Around the year of 1900 a family came to Iowa in a covered wagon and pulled it onto a wooded section of land north and east of Hedrick. They parked under oak trees and liked it so much they bought the land. The men cut trees and pulled them to a sawmill down by the river. They used flat rocks for a foundation and started building a house.
The family lived in that covered wagon and cooked outdoors. The father and sons slept on the ground. They plowed the ground for a garden and planted corn and oats. They started to build a house and had it done by fall. The family moved from their covered wagon into the house. Nuts were gathered in the woods, a cellar was dug for vegetables and they hunted for meat.
Years later the owners died and the property was sold.
During the depression two young men came to the house looking for work. They cut trees and the lumber was sold to pay bills. They built a dugout in the timber to live in. There was room for a stove, table and two small beds made of trees and straw mattresses. Years later that old dugout could still be seen back in the timber.
In the fall of 1948 while I was living with my sister, Lois and brother-in-law, Ray, the farm they were renting sold and that meant we had to move. Farms were scarce and Ray looked everywhere trying to find another one to rent but there was nothing available. Finally he found a farm on land north and east of Hedrick that belonged to a Mr. Hawthorne. There was an old empty house on the land. It was the house that was built by those early pioneers in 1900.
Lois and I were dismayed. The house had been empty for awhile. It had four rooms and a path. The roof needed patching; there was no water in the house and no electricity. But because there was nothing else available at that time we moved in on a depressing, cold, wet, fall day. The house sat on a dirt road so we soon learned how fast that dirt turned to mud. We finished moving and getting things put away. I had used an outhouse before but now I learned more about how pioneers lived. Our lights were Coleman lanterns and we ironed clothes with a sad iron or a gas iron.
Lois made curtains and hung them at the windows. She put pictures on the walls and made the little house into a home. The next spring she planted a garden and flowers. Now it was home.
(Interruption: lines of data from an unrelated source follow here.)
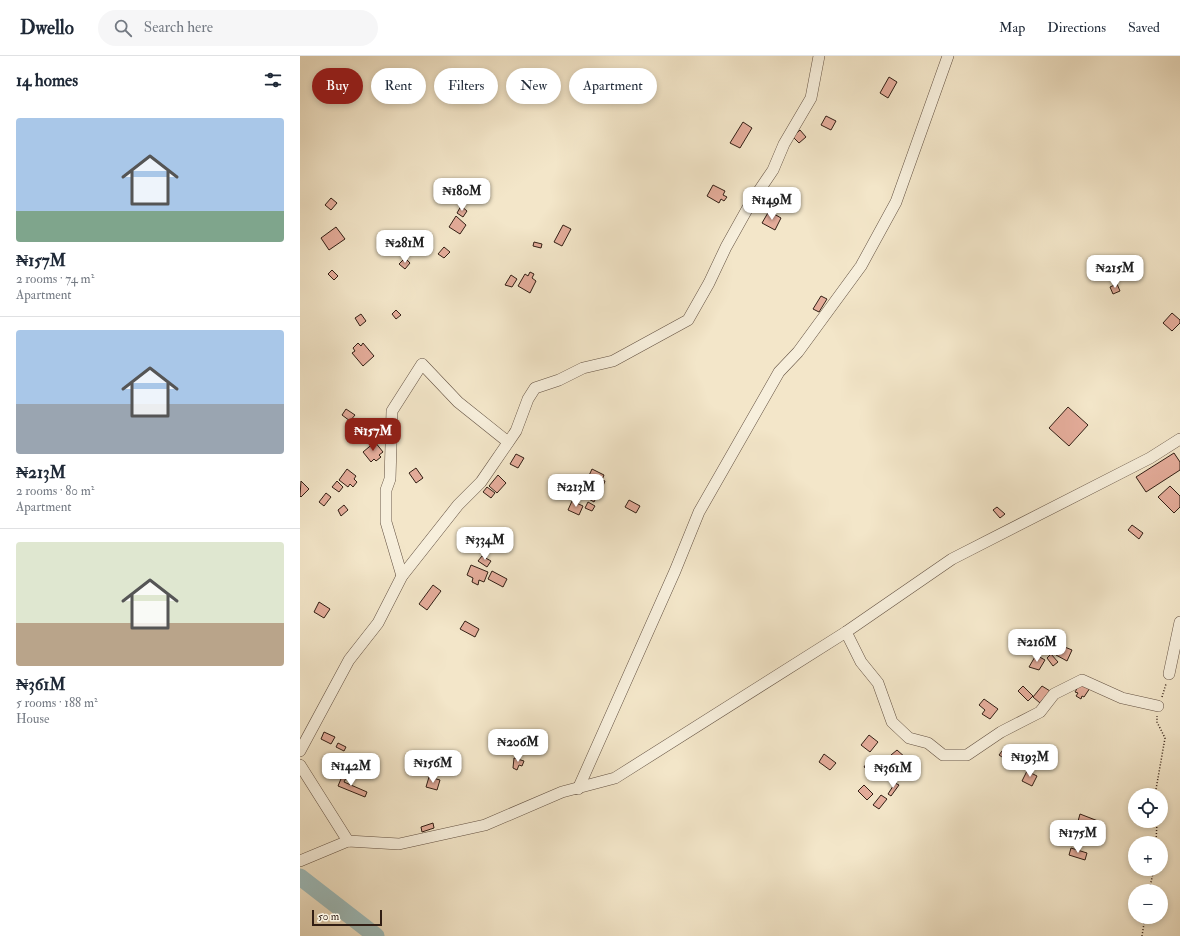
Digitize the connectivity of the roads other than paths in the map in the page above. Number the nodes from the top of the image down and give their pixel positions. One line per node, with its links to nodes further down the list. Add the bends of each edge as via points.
1 (819, 56): 4 (street, via 811,98 784,144 773,170 726,247 710,283 688,320 613,361 582,368 559,380 535,388 516,431)
2 (948, 56): 12 (street, via 896,202 861,266 798,352 779,372 699,512)
3 (1180, 439): 7 (street, via 1150,458 952,559)
4 (508, 442): 5 (street, via 481,482 458,506); 5 (street, via 458,402 422,364 392,411 386,522)
5 (402, 576): 10 (street, via 378,623 349,660)
6 (1180, 622): 8 (street)
7 (846, 632): 9 (street, via 861,662 878,682 892,722 909,738 928,743 943,755 966,755 1001,732 1040,712 1054,694 1082,680 1122,698); 12 (street, via 615,778)
8 (1169, 674)
9 (1158, 706)
10 (300, 751)
11 (300, 765): 13 (street)
12 (578, 789): 13 (street, via 562,792 485,825 399,844)
13 (348, 841): 14 (street)
14 (300, 861)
I can still remember how we celebrated when electricity came to the house and it seemed as bright as day after those old lanterns. The road was graveled so it would be passable in springtime mud.
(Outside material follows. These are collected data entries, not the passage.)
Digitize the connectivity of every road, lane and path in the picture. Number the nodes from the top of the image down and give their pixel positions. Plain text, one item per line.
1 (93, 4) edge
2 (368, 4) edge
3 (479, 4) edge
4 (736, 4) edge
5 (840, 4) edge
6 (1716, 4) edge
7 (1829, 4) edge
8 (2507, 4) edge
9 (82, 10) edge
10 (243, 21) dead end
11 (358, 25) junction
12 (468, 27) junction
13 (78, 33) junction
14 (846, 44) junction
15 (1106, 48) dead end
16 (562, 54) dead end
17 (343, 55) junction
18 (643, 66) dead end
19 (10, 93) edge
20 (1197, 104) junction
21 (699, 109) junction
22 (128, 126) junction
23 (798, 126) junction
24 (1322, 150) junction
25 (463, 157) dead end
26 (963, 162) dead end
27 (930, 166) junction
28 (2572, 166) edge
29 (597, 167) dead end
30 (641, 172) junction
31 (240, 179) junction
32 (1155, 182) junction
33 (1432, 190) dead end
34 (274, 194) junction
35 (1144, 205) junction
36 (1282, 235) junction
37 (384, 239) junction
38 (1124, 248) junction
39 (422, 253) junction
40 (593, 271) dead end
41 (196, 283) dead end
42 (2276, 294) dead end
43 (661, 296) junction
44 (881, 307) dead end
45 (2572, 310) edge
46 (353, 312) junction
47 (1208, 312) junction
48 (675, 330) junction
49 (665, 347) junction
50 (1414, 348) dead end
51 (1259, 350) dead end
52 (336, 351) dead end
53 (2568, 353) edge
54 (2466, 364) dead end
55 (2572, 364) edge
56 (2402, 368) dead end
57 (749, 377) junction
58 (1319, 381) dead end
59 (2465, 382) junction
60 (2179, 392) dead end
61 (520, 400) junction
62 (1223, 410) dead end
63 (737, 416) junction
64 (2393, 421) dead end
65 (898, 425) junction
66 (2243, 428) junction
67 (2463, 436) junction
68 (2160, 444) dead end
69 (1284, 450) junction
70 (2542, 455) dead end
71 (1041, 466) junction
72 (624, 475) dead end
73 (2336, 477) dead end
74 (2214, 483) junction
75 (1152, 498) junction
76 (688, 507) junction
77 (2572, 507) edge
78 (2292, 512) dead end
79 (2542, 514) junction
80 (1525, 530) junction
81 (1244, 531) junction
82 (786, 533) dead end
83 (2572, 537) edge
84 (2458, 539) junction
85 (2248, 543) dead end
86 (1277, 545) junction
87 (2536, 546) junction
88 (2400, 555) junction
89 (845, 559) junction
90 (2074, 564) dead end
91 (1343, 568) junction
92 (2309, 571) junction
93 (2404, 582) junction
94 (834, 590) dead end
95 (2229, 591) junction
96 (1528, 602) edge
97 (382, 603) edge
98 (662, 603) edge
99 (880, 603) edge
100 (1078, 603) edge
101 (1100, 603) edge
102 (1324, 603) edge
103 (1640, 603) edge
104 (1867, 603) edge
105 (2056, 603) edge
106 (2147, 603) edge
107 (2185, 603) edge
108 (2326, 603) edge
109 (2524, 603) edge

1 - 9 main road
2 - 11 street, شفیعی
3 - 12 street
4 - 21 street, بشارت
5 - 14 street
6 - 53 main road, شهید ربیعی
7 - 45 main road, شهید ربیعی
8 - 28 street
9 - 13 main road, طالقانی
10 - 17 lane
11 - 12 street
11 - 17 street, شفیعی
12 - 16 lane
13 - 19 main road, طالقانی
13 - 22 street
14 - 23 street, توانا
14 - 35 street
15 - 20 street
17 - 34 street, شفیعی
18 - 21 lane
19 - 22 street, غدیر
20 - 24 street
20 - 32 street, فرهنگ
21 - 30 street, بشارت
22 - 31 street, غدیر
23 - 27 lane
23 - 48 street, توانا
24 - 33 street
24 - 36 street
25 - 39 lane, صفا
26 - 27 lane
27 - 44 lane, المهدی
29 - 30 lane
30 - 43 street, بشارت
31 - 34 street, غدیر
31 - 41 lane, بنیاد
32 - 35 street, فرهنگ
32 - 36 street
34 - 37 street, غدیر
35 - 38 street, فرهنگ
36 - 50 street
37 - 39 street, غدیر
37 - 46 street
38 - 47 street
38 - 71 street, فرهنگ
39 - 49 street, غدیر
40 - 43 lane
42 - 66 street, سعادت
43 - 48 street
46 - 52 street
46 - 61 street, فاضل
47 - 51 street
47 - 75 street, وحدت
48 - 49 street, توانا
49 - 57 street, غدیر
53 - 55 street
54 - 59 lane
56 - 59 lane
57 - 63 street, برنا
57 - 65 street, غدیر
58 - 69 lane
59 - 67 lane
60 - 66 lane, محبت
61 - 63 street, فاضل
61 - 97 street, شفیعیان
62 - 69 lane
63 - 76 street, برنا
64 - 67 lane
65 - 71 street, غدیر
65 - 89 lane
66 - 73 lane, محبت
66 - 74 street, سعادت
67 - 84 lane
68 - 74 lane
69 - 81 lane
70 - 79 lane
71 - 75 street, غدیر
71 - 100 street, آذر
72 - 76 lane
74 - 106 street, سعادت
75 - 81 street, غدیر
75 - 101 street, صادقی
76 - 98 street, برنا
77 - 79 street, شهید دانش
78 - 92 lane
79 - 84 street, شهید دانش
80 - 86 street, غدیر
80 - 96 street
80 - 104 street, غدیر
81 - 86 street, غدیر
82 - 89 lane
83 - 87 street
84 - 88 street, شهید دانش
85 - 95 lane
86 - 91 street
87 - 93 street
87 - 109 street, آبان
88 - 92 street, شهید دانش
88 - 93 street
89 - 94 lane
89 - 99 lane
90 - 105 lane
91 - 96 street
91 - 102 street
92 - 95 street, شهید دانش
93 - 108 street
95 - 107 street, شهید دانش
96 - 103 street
I lived with Lois and Ray and Jimmy in that house for two years and it was always home to me. When Mr. Hawthorne died they became the owners of the farm. Lois and Ray had four daughters after I left. The kids delighted in exploring the timber and looking through the old dugout built by the young men in the depression years. They lived in that house until 1963 when they bought a farm down the road and had a bigger home.
The old house had given them many happy hours and as they drove away Lois said that it looked sad and lonely. There was a light rain falling and the empty windows looked as though they were shedding tears.
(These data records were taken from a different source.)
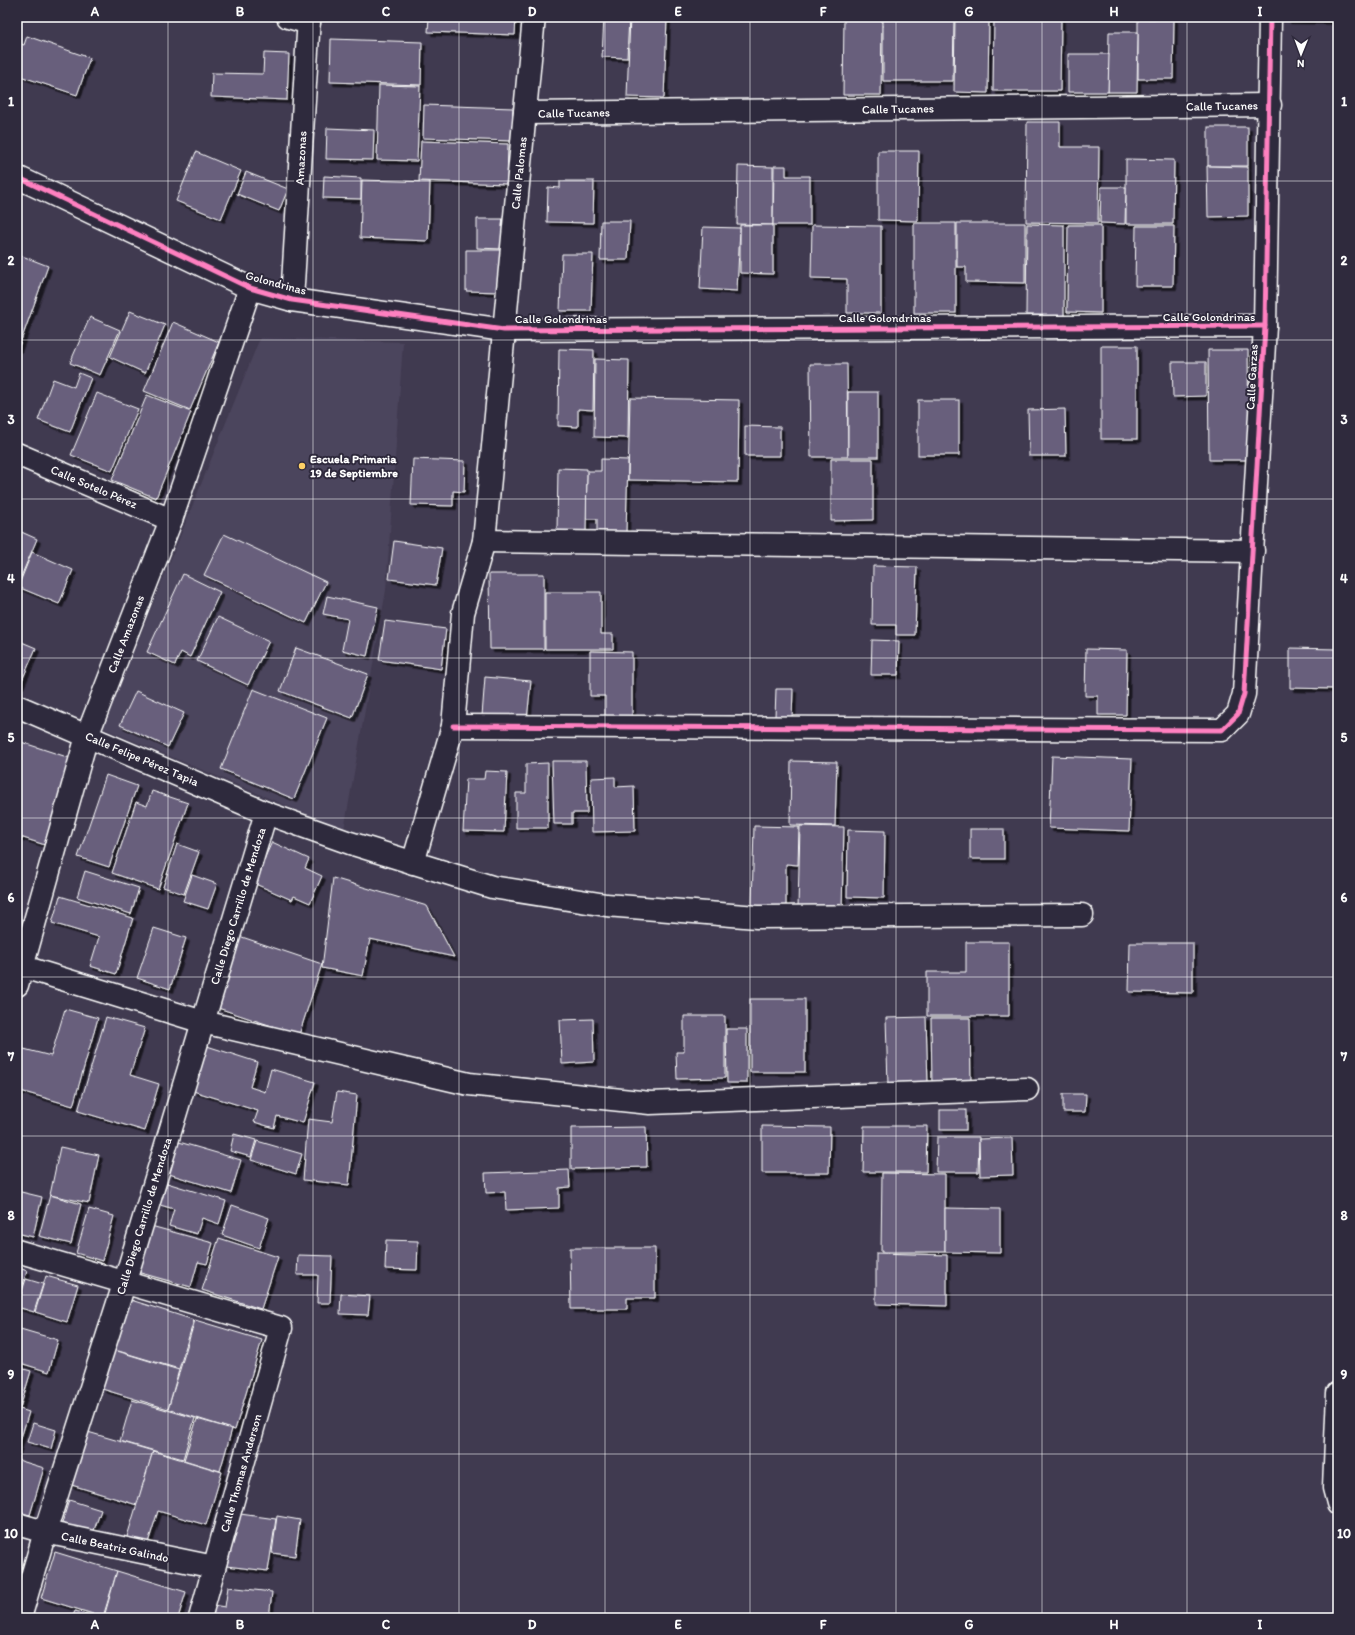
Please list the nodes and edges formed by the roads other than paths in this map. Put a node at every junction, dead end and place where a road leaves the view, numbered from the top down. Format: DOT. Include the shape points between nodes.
graph roads {
  1 [pos="288,17"];
  2 [pos="534,17"];
  3 [pos="1270,17"];
  4 [pos="309,20"];
  5 [pos="1270,105"];
  6 [pos="525,113"];
  7 [pos="17,177"];
  8 [pos="250,288"];
  9 [pos="292,300"];
  10 [pos="1265,326"];
  11 [pos="504,330"];
  12 [pos="17,454"];
  13 [pos="171,520"];
  14 [pos="484,540"];
  15 [pos="1253,551"];
  16 [pos="17,706"];
  17 [pos="453,726"];
  18 [pos="87,736"];
  19 [pos="266,813"];
  20 [pos="413,863"];
  21 [pos="1082,915"];
  22 [pos="19,972"];
  23 [pos="203,1022"];
  24 [pos="1027,1089"];
  25 [pos="17,1251"];
  26 [pos="125,1281"];
  27 [pos="1338,1393"];
  28 [pos="1338,1503"];
  29 [pos="17,1524"];
  30 [pos="45,1532"];
  31 [pos="214,1567"];
  32 [pos="20,1618"];
  33 [pos="200,1618"];
  1 -- 4 [label="street"];
  2 -- 6 [label="street, Calle Palomas"];
  3 -- 5 [label="street, Calle Garzas"];
  4 -- 9 [label="street, Amazonas"];
  5 -- 6 [label="street, Calle Tucanes"];
  5 -- 10 [label="street, Calle Garzas"];
  6 -- 11 [label="street, Calle Palomas"];
  7 -- 8 [label="street, Golondrinas"];
  8 -- 9 [label="street, Golondrinas"];
  8 -- 13 [label="street, Calle Amazonas"];
  9 -- 11 [label="street, Golondrinas"];
  10 -- 11 [label="street, Calle Golondrinas"];
  10 -- 15 [label="street, Calle Garzas"];
  11 -- 14 [label="street, Calle Palomas"];
  12 -- 13 [label="street, Calle Sotelo Pérez"];
  13 -- 18 [label="street, Calle Amazonas"];
  14 -- 15 [label="street"];
  14 -- 17 [label="street, Calle Palomas" via="463,613"];
  15 -- 17 [label="street, Calle Garzas" via="1244,694 1238,714 1222,730"];
  16 -- 18 [label="street, Calle Felipe Pérez Tapia"];
  17 -- 20 [label="street, Calle Palomas"];
  18 -- 19 [label="street, Calle Felipe Pérez Tapia"];
  18 -- 22 [label="street, Calle Amazonas"];
  19 -- 20 [label="street, Calle Felipe Pérez Tapia"];
  19 -- 23 [label="street, Calle Diego Carrillo de Mendoza"];
  20 -- 21 [label="street, Calle Felipe Pérez Tapia" via="492,887 637,908 757,917"];
  22 -- 23 [label="street"];
  23 -- 24 [label="street" via="470,1084 650,1103"];
  23 -- 26 [label="street, Calle Diego Carrillo de Mendoza"];
  25 -- 26 [label="street"];
  26 -- 30 [label="street, Calle Diego Carrillo de Mendoza"];
  26 -- 31 [label="street, Calle Thomas Anderson" via="281,1328"];
  27 -- 28 [label="street" via="1334,1488"];
  29 -- 30 [label="street, Calle Beatriz Galindo"];
  30 -- 31 [label="street, Calle Beatriz Galindo"];
  30 -- 32 [label="street, Calle Diego Carrillo de Mendoza"];
  31 -- 33 [label="street, Calle Thomas Anderson"];
}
As the years went by the windows in the old house were broken; the doors were kicked in by prowlers. Ray decided to tear down the little house. He knocked off boards one by one. He would use the boards for another building. The little house would be gone, but it would live again in another building.
Houses are like people. My brother-in-law, Ray grew old and his body wore out. Like the little house, he's gone now but I know that someday we will see him in a new home.